How is the statistic $\frac{(Obs-Exp)}{\sqrt{Exp}}$ distributed as standard normal?

Question

When testing deviations from an expected categorical distribution, the statistic $\Sigma\frac{(Obs-Exp)^2}{Exp}$ is commonly used and said that this statistic is distributed as $\chi^2$.

From the identity: $\chi^2 = \Sigma Z_i^2$, where $Z_i$ are standard normal distributions, if I'm not mistaken, $\frac{(Obs-Exp)}{\sqrt{Exp}}$ is assumed to be distributed according to standard normal.

To restate my question on title, how is the statistic $\frac{(Obs-Exp)}{\sqrt{Exp}}$ distributed as standard normal?

Answer 1

Let's consider a simple (typical) case -- the chi-squared goodness of fit test with $k$ categories.

You're correct that the sum of squares of $k$ independent standard normals will have a $\chi^2_k$ distribution.

It's also the case that if $D_i=\frac{O_i-E_i}{\sqrt{E_i}}$ then $\sum_{i=1}^k D_i^2$ will have (approximately) a chi-squared distribution.

However, the $D_i$ are neither independent nor identically distributed (nor are they actually normal; the approximation is asymptotic, but in finite samples the $D_i$ are discrete -- as is the chi-squared statistic based on them).

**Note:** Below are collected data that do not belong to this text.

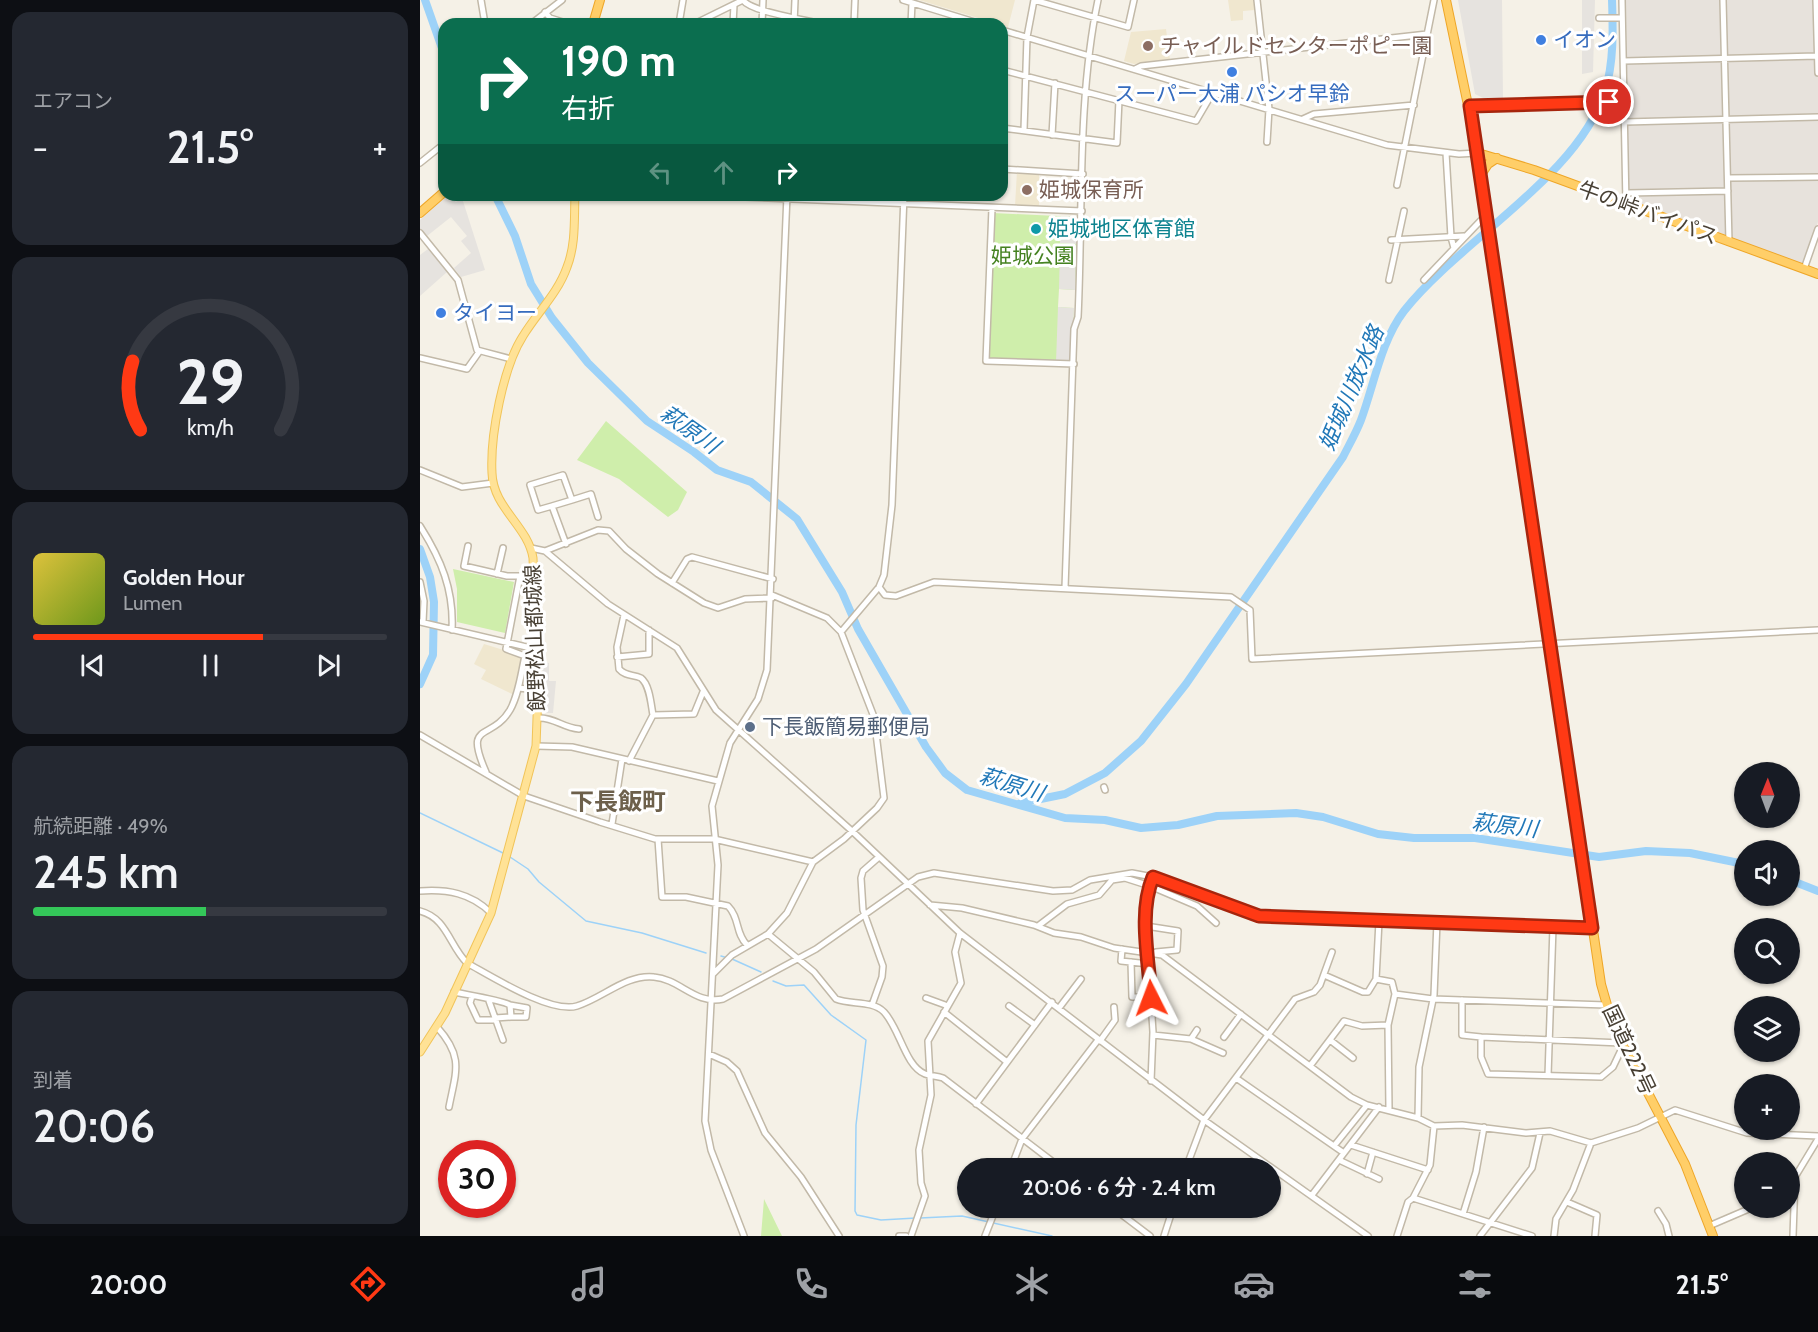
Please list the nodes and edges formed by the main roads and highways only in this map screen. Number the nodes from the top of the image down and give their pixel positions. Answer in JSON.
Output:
{"nodes":[{"id":1,"x":600,"y":0,"type":"edge"},
{"id":2,"x":1446,"y":0,"type":"edge"},
{"id":3,"x":595,"y":18,"type":"edge"},
{"id":4,"x":1478,"y":153,"type":"junction"},
{"id":5,"x":1497,"y":158,"type":"junction"},
{"id":6,"x":1480,"y":176,"type":"junction"},
{"id":7,"x":438,"y":197,"type":"edge"},
{"id":8,"x":575,"y":201,"type":"edge"},
{"id":9,"x":420,"y":213,"type":"edge"},
{"id":10,"x":1818,"y":274,"type":"edge"},
{"id":11,"x":420,"y":1052,"type":"edge"},
{"id":12,"x":1713,"y":1236,"type":"edge"}],
"edges":[{"from":1,"to":3,"type":"highway"},
{"from":2,"to":4,"type":"highway","name":"国道222号"},
{"from":4,"to":5,"type":"highway","name":"牛の峠バイパス"},
{"from":4,"to":6,"type":"highway","name":"国道222号"},
{"from":5,"to":6,"type":"highway"},
{"from":5,"to":10,"type":"highway","name":"牛の峠バイパス"},
{"from":6,"to":12,"type":"highway","name":"国道222号"},
{"from":7,"to":9,"type":"highway"},
{"from":8,"to":11,"type":"main road","name":"飯野松山都城線"}]}
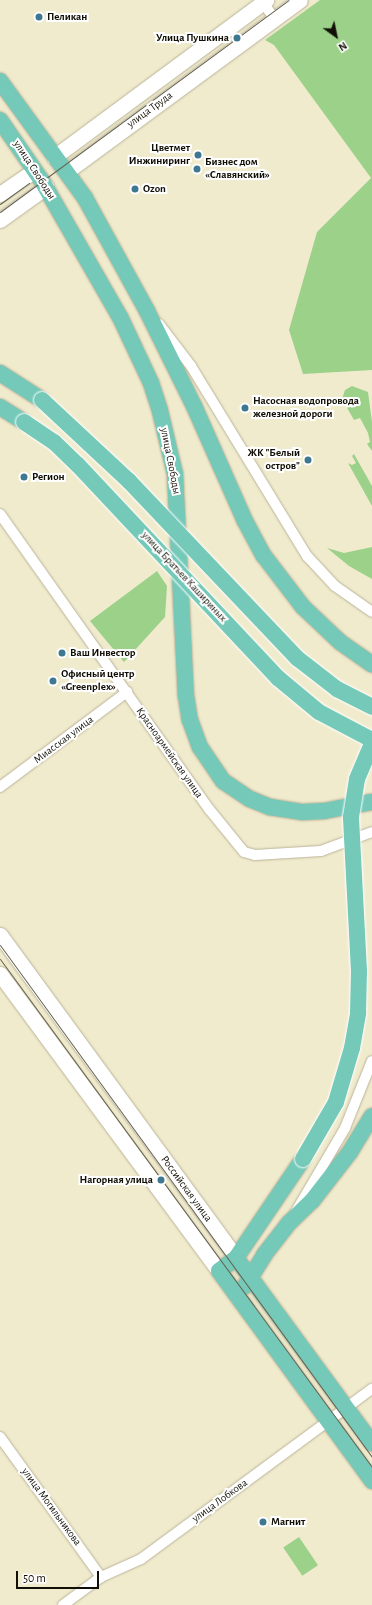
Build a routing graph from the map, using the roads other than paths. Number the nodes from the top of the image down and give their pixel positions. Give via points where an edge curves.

Note, for example, that $\sum_{i=1}^k D_i^2$ only has $k-1$ degrees of freedom, even though it is the sum of $k$ terms of the form $D_i^2$. This dependence is a consequence of fixing the margin (and has the consequence that $\sum_i E_i=\sum_i O_i$). If one of the $O_i-E_i$ values is positive, the sum of the others must be negative. The negative dependence corresponds to a loss of one degree of freedom from the asymptotic chi-square approximation (for a fully specified distribution).

Answer 2

The rationale for using the test statistics of the form $Q = \sum_i\frac{(X_i-E_i)^2}{E_i}$ is that counts $X_i$ in level $i$ of a categorical variable (univariate or mulivariate) are roughly Poisson-distributed with rate $\lambda_i$. Then $E(X_i) = Var(X_i)$ $\approx \lambda_i,$ so that $$Z_i = (X_i - E_i)/\sqrt{E_i} \stackrel{aprx}{\sim} \mathsf{Norm(0,1)}$$ for sufficiently large $\lambda_i$ (estimated by $E_i$) and $Z_i^2$ is approximately $\mathsf{Chisq}(\nu = 1).$

If the contributions $Z_i^2$ to the "chi-squared" statistic $Q$ were independent, then $Q$ would be distributed approximately $\mathsf{Chisq}(\nu = K),$ where $K$ is the number of levels of the categorical variable. However, the $E_i$ are typically estimated from one or more totals, imposing linear constraints and reducing the number of degrees of freedom.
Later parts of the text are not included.